In 1551 Nanni di Baccio Biggio, a Florentine architect, was commissioned by Saint Ignatius of Loyola, to design a church for the Society of Jesus, a Catholic order. The plan, which shows a vast church with a single nave, side chapels and a not deep apse, was modified by Michelangelo in 1554, however his project was never realized.
Cardinal Alessandro Farnese provided funding in 1561 and commissioned Jacopo Barozzi called Vignola, one of his favourite architects, to design and build the church of Jesus in Rome.
Dissatisfied with the design of the facade by Vignola, Cardinal Alessandro Farnese chose Giacomo Della Porta’s project. The construction of the church began in 1568 and was completed by Giacomo Della Porta in 1575, after Vignola’s death.
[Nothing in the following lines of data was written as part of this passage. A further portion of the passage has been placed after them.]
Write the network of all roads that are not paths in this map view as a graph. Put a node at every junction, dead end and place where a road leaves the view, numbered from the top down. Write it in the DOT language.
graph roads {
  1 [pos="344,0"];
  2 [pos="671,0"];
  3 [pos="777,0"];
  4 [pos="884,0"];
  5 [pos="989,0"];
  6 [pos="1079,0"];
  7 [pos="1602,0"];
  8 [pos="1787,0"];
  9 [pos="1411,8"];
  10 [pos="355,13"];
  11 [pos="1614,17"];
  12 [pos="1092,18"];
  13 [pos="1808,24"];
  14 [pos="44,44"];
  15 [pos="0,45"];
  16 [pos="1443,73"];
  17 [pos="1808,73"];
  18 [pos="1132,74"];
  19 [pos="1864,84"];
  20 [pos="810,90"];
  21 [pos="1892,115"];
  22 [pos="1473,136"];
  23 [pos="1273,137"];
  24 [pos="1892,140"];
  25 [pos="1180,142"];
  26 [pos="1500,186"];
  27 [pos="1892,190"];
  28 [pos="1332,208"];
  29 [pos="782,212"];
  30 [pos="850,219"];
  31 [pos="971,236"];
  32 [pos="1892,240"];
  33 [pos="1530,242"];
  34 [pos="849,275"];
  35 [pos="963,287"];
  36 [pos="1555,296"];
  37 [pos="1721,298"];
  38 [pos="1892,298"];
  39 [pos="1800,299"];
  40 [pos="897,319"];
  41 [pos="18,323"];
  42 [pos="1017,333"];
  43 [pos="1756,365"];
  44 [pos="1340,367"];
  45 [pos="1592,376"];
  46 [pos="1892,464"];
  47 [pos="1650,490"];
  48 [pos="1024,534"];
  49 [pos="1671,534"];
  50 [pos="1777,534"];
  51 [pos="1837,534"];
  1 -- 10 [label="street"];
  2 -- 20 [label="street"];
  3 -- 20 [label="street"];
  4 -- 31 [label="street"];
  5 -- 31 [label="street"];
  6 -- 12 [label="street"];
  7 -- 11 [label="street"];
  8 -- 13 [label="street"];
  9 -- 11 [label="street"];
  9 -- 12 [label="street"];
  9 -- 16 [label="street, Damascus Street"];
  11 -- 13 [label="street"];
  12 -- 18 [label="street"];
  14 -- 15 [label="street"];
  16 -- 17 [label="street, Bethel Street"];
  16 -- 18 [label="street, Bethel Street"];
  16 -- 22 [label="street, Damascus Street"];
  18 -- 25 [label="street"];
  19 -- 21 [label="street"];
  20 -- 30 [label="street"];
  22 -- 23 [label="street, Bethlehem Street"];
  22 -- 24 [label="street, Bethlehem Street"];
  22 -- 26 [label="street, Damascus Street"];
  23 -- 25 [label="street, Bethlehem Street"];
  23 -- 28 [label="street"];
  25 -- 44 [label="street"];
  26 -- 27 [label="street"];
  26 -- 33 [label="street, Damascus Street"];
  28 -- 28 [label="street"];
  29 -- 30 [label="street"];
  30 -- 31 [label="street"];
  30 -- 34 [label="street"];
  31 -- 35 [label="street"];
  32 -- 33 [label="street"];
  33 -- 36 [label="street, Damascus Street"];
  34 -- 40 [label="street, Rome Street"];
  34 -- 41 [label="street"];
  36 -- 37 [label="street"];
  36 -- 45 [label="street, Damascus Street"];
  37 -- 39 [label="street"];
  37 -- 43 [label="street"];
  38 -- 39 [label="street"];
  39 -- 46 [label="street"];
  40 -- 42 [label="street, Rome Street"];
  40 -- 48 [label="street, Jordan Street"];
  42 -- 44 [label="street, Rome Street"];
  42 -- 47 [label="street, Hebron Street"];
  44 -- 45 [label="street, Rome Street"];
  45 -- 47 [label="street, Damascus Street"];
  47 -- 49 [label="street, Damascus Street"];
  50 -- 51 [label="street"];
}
In the second half of the 17th century, the vault was decorated with the “Triumph of the name of Jesus” frescoed by Giovanni Battista Gaulli called Baciccia, while the luxurious Chapel of Saint Ignatius of Loyola, with the saint’s tomb located on the left side of the transept, was built and decorated with lapis lazuli and gilded bronze by Andrea Pozzo.
In the mid-19th century, the apse was decorated, and the main altar was built. From 1858 to 1861 the ornamentation of the church was completed thanks to the generosity of the prince Alessandro Torlonia, who commissioned the marble coating of the nave.
Next to the church there is the Professa House overlooking the square of the same name, which hosts Saint Ignatius’s rooms, where the saint lived and died, which preserve the original decoration by Andrea Pozzo and Borgognone.